Theorem 3.4: Sparse Oracle Inequality for the BIC Estimator #

Under Y = f + ε with ε ~ subGₙ(σ²), the BIC estimator satisfies: MSE(φ_{θ̂}) ≤ inf_θ { (1+α)/(1-α) MSE(φ_θ) + Cσ²/(α(1-α)n)|θ|₀ log(eM) } + Cσ²/(α(1-α)n) log(1/δ).

Proof: BIC optimality → expand Y = f + ε → Young's inequality → combine.

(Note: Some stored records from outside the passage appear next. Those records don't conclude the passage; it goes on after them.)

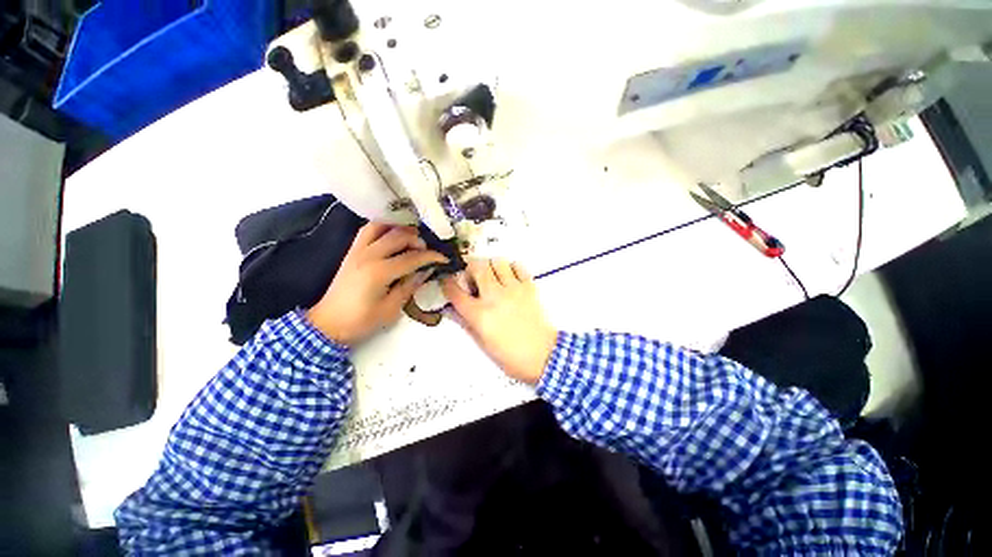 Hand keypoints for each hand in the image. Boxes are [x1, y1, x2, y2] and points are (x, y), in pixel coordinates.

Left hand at [307, 223, 447, 344]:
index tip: (443, 259)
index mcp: (379, 272)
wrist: (329, 323)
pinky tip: (389, 235)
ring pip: (381, 226)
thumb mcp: (388, 311)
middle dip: (417, 240)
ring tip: (410, 238)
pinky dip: (381, 228)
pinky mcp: (351, 252)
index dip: (430, 257)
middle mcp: (369, 255)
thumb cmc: (359, 322)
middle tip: (427, 250)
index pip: (411, 257)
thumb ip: (407, 288)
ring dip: (398, 228)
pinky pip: (367, 230)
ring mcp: (358, 250)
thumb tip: (423, 272)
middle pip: (399, 236)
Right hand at [442, 260, 557, 384]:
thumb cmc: (512, 356)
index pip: (455, 291)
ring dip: (491, 267)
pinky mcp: (529, 287)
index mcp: (479, 315)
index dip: (447, 284)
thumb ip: (466, 322)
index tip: (448, 283)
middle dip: (470, 269)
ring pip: (497, 261)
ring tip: (492, 278)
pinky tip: (510, 280)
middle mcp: (494, 297)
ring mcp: (513, 290)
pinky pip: (518, 266)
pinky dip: (511, 268)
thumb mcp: (482, 343)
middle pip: (476, 266)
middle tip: (472, 278)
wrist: (543, 356)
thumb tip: (453, 310)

The final step uses a sub-Gaussian concentration bound (cross-chapter reference to equation (2.5) from Chapter 2 / Theorem 2.14).

Local definitions (mirror Chapter3.Remark_3_1) #

source

noncomputable def Rigollet.Chapter3.MSE_34 {n : ℕ} (fhat f : Fin n → ℝ) :

ℝ

MSE of a prediction vector f̂ relative to the true signal f: MSE(f̂) = (1/n)|f̂ − f|₂²

Instances For

source

noncomputable def Rigollet.Chapter3.support_size_34 {M : ℕ} (θ : Fin M → ℝ) :

ℕ

ℓ₀ "norm" (support size) of a vector

Instances For

Algebraic lemmas for the proof #

source

theorem Rigollet.Chapter3.young_ineq (a b α : ℝ) (hα : 0 < α) :

2 * a * b ≤ 2 / α * a ^ 2 + α / 2 * b ^ 2

Young's inequality (book form): 2ab ≤ (2/α)a² + (α/2)b² for α > 0.

source

theorem Rigollet.Chapter3.bic_expansion {n : ℕ} (f ε a b : Fin n → ℝ) (P_hat P_θ : ℝ) (h : (f + ε - a) ⬝ᵥ (f + ε - a) + P_hat ≤ (f + ε - b) ⬝ᵥ (f + ε - b) + P_θ) :

(f - a) ⬝ᵥ (f - a) + P_hat ≤ (f - b) ⬝ᵥ (f - b) + 2 * ε ⬝ᵥ (a - b) + P_θ

BIC expansion: from penalized LS optimality with Y = f + ε, derive |f − a|² + P̂ ≤ |f − b|² + 2εᵀ(a − b) + P.

source

theorem Rigollet.Chapter3.bic_algebraic_core (A B cross P P_hat R α : ℝ) (hP_hat : 0 ≤ P_hat) (hBIC : A + P_hat ≤ B + cross + P) (hnoise : cross ≤ α * A + α * B + R) :

(1 - α) * A ≤ (1 + α) * B + P + R

Algebraic core: from BIC (A + P̂ ≤ B + cross + P, P̂ ≥ 0) and noise bound (cross ≤ αA + αB + R), get (1−α)A ≤ (1+α)B + P + R.

source

theorem Rigollet.Chapter3.thm_3_4_bic_sparse_oracle {n M : ℕ} (Φ : Matrix (Fin n) (Fin M) ℝ) (f ε : Fin n → ℝ) (θhat θ : Fin M → ℝ) (α P_hat P_θ R : ℝ) (hP_hat : 0 ≤ P_hat) (hBIC : (f - Φ.mulVec θhat) ⬝ᵥ (f - Φ.mulVec θhat) + P_hat ≤ (f - Φ.mulVec θ) ⬝ᵥ (f - Φ.mulVec θ) + 2 * ε ⬝ᵥ (Φ.mulVec θhat - Φ.mulVec θ) + P_θ) (hnoise : 2 * ε ⬝ᵥ (Φ.mulVec θhat - Φ.mulVec θ) ≤ α * (f - Φ.mulVec θhat) ⬝ᵥ (f - Φ.mulVec θhat) + α * (f - Φ.mulVec θ) ⬝ᵥ (f - Φ.mulVec θ) + R) :

(1 - α) * (f - Φ.mulVec θhat) ⬝ᵥ (f - Φ.mulVec θhat) ≤ (1 + α) * (f - Φ.mulVec θ) ⬝ᵥ (f - Φ.mulVec θ) + P_θ + R

Theorem 3.4 — Sparse oracle inequality for BIC (fixed θ, algebraic). Given BIC optimality (expanded) and a noise bound, for any θ: (1 − α)|f − Φθ̂|² ≤ (1 + α)|f − Φθ|² + P_θ + R.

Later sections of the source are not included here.